Thursday, July 19, 2012

PDA Signs On To Release SXSW Winning Docu 'Brooklyn Castle'

Mike Fleming

Brooklyn Castle MovieEXCLUSIVE: Producers Distribution Agency has signed on to release the SXSW Audience Award-winning documentary Brooklyn Castle. PDA is the releasing arm hatched by Cinetic Media's John Sloss and Bart Walker that selectively takes on art house fare. Brooklyn Castle marks its fourth release, after the successful docus Senna and Exit Through The Gift Shop and the Emilio Estevez-directed drama The WayBrooklyn Castle will be released October 19, and once again, Abramorama's Richard Abramowitz and Bond Strategy's Marc Schiller will guide the marketing and distribution of the Katie Dallamaggiore-directed film.

Her film tells the inspiring story of chess dominance at Brooklyn's I.S. 318, an intermediate school where 65% of the students live below the federal poverty line. The school has become a chess powerhouse, the highest ranked junior high chess team in the nation and the focus here is on the students and their challenges and goals, with the backdrop of the pressure of economic hardship and continuing budget cuts on school programs. One strives to become the first female African American chess master, another uses chess to overcome his ADHD, for example.

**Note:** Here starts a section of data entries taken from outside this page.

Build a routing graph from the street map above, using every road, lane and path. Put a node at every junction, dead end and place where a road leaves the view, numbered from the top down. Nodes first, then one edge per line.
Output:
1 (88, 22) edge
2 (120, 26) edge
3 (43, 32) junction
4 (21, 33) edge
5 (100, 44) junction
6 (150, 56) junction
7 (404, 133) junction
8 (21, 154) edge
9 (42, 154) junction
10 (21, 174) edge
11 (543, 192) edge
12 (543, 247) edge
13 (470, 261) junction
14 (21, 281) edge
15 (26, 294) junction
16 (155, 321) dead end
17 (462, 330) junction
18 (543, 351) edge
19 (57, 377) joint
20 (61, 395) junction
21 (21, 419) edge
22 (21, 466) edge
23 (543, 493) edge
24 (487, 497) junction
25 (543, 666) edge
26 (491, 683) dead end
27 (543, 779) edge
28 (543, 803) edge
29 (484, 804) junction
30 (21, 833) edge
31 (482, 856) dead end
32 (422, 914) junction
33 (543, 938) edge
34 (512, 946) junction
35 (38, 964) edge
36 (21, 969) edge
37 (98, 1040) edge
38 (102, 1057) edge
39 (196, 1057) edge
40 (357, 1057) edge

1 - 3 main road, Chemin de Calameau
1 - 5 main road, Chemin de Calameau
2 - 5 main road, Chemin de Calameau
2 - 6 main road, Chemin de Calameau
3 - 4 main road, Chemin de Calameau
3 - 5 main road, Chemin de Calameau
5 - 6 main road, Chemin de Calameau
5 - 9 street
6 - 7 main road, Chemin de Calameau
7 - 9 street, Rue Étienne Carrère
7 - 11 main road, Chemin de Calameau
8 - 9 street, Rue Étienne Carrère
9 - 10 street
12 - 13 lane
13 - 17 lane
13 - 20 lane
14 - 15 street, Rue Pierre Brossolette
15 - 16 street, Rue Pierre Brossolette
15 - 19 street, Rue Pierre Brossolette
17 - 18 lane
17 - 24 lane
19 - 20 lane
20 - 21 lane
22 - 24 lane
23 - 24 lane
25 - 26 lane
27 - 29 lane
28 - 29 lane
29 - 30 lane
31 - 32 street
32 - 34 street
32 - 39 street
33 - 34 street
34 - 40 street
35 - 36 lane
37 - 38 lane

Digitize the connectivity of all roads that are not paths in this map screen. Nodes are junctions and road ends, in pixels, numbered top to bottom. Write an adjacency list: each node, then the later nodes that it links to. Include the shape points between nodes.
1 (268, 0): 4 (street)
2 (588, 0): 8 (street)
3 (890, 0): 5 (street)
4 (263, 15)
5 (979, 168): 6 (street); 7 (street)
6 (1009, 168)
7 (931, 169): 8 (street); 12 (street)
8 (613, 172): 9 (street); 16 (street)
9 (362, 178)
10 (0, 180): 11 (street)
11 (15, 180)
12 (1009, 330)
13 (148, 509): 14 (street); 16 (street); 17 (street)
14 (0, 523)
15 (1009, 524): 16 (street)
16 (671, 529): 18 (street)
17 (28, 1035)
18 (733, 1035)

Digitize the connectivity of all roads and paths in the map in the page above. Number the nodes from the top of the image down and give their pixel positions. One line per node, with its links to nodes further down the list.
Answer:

'Brooklyn Castle is exactly the kind of film that fits with the PDA approach to distribution,' Sloss said. 'We believe this film is hugely playable and will resonate not only with those who are interested in the future of our country's educational system, and the millions of chess players in the US, but also the traditional documentary audience.'

Sloss said that so far, the PDA-distributed films have managed to stay on the circuit for as long as four months, usually on an average of 200 screens that change as the film moves across the country. Exit Through The Gift Shop grossed $3.3 million, the Formula One doc Senna grossed $1.6 million and The Way grossed $4.4 million. 'We have no overhead as we wait for the right films to come along,' Sloss told me. 'Most distributors have too many films to really engage in the grassroots marketing that art house films used to receive, but that's what we provide.' The strategy is a throwback to the 90s, where many small distributors existed, latching on to a few films and squeezing every drop of box office out of them. Abramowitz was part of that crowd at Cinecom and other companies.